My only interaction with Indianapolis was a short trip there as a kid, a trip to a concert there ten years ago, and the HGTV show 'Good Bones'.

That being said, Indianapolis has nothing even close to an Ohio State. The education, research, and cultural benefits are unmatched. They don't have an OSU Medical Center or Nationwide Children's Hospital. They don't have an Easton Town Center which continues to get even better. They have basically zero walkable neighborhoods. Which is insane to me considering when their core was built.

Indianapolis has a booming convention business, and its associated developments are what makes downtown Indianapolis feel so alive. It's great and all, but I just got a super touristy feel out of it. Not bad, but I prefer the neighborhood feels of downtown Columbus.

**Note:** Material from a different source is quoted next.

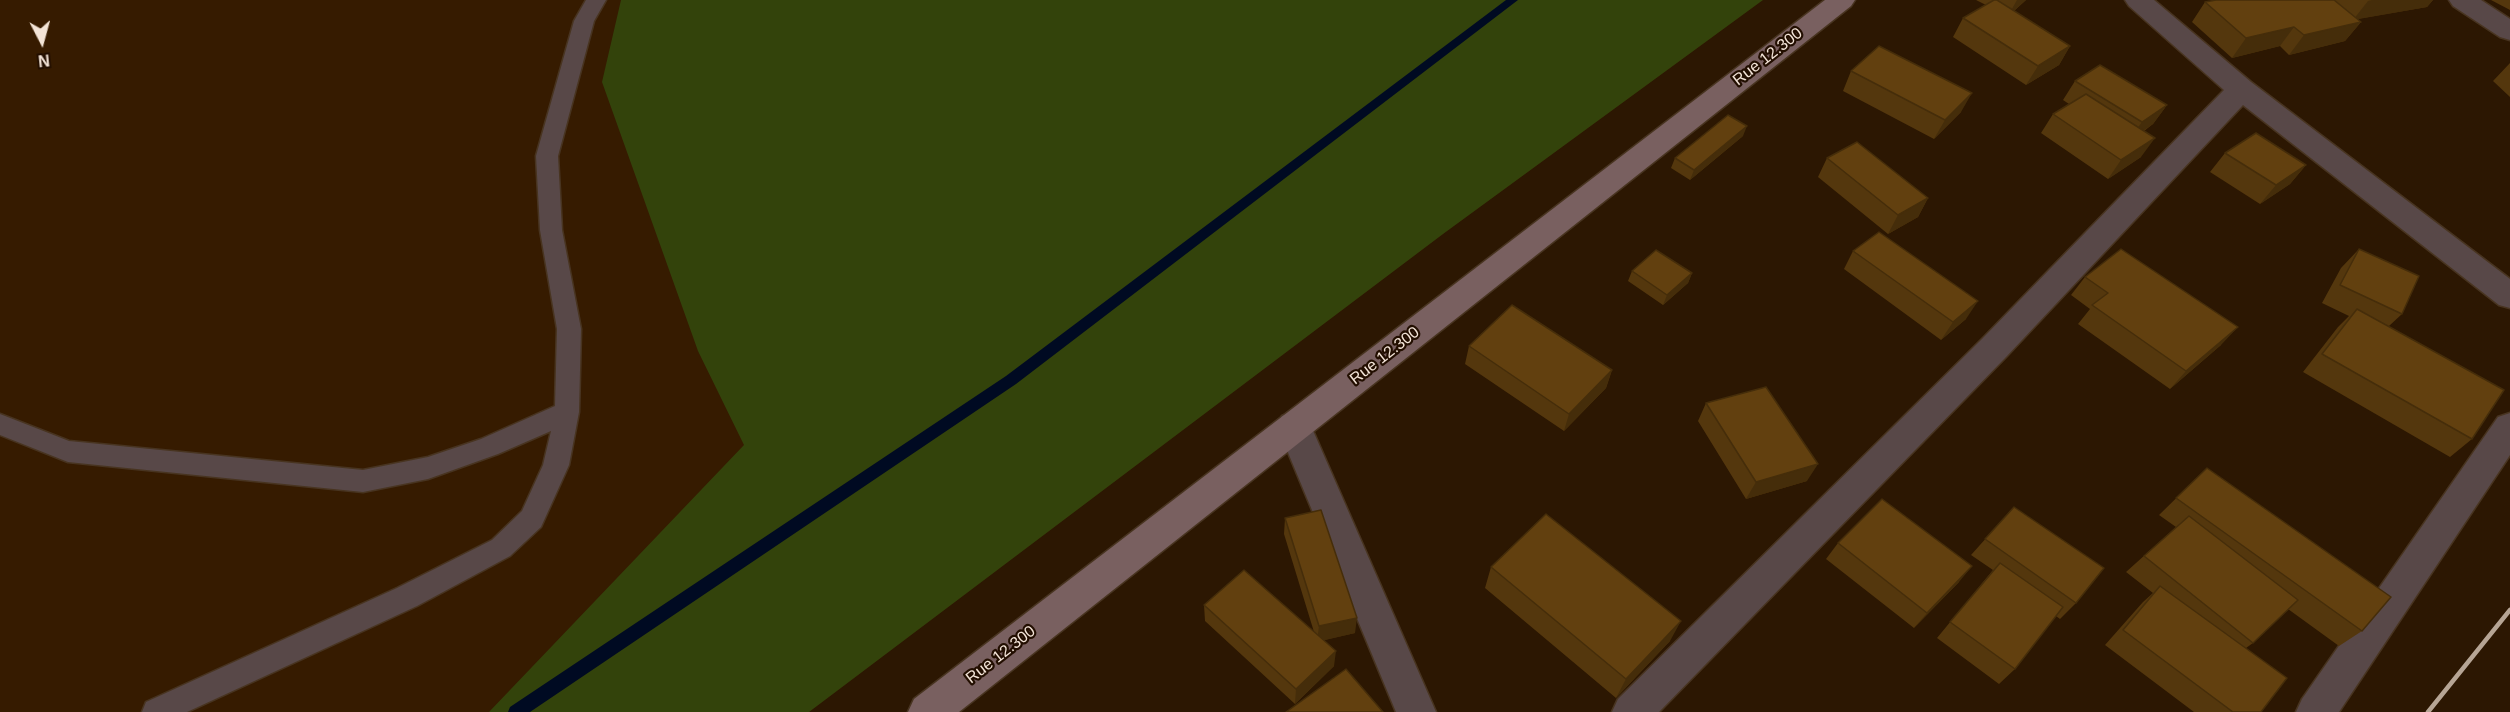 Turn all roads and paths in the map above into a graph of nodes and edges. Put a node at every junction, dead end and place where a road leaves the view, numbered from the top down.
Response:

Columbus has also really started to invest in public spaces downtown in the last ten years, and it's starting to reap the private benefits. Downtown Columbus is just so physically large it's hard to piece it all together. Once everything is filled out though I think it will be awesome that downtown Columbus will have several very different feeling neighborhoods within it.

Columbus seems to be a data center hub while Indianapolis is a distribution hub. Though Columbus is no distribution slouch (Rickenbacker is on fire), and I'm sure Indianapolis is no data center slouch.

Watching the show 'Good Bones' I seem to see nothing but tiny houses with zero redeeming architectural qualities in their run down areas. It reminds me of Kansas City. The only area I can think of in Columbus like that is Franklinton; which has a tiny stock of houses due to being in an undevelopable flood zone until the flood wall opened in the early 2000s. Most other run down, dangerous areas in Columbus have huge brick houses with tons of potential to come back to glory.